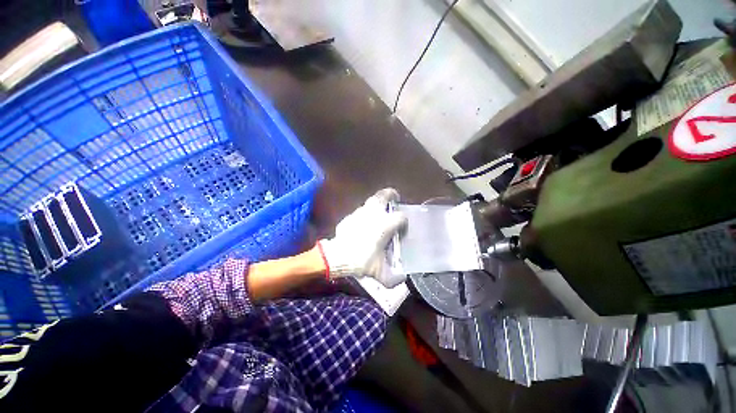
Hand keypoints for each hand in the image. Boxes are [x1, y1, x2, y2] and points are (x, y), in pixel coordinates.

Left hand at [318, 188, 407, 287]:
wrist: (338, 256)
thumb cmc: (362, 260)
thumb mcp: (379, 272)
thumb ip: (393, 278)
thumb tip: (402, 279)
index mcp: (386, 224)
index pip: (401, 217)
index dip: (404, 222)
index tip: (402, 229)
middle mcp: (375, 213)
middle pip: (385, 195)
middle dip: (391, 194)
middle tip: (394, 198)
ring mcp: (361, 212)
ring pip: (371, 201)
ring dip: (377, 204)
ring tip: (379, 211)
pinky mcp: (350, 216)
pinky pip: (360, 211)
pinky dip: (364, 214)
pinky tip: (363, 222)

* * * * * * *

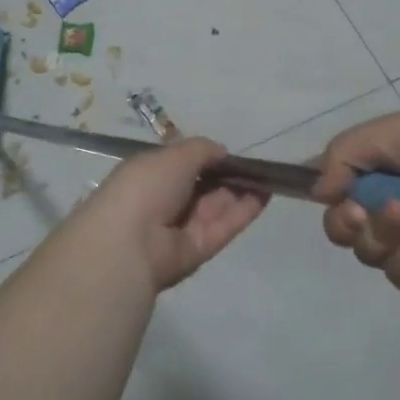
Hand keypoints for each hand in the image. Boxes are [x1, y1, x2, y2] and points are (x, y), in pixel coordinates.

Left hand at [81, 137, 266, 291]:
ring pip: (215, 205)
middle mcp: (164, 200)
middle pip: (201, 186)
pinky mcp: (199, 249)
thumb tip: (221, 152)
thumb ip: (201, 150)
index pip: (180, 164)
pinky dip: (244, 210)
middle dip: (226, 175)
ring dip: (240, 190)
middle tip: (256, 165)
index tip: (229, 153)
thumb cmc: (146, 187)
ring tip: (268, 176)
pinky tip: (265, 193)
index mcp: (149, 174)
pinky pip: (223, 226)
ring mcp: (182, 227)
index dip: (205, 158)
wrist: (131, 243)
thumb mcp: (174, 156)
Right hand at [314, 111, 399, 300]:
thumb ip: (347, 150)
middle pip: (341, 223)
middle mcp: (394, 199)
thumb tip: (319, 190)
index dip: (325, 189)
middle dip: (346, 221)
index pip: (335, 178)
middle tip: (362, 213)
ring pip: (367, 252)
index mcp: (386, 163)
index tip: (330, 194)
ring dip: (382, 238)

* * * * * * *

In the listing above, find the line containing "middle mcp: (394, 199)" and the line containing "ring dip: (382, 238)". Output them and every line between, exactly, and nothing else.

Result of this exercise:
middle mcp: (394, 199)
thumb tip: (319, 190)
index dip: (325, 189)
middle dip: (346, 221)
index pip: (335, 178)
middle tip: (362, 213)
ring pip: (367, 252)
index mcp: (386, 163)
index tip: (330, 194)
ring dip: (382, 238)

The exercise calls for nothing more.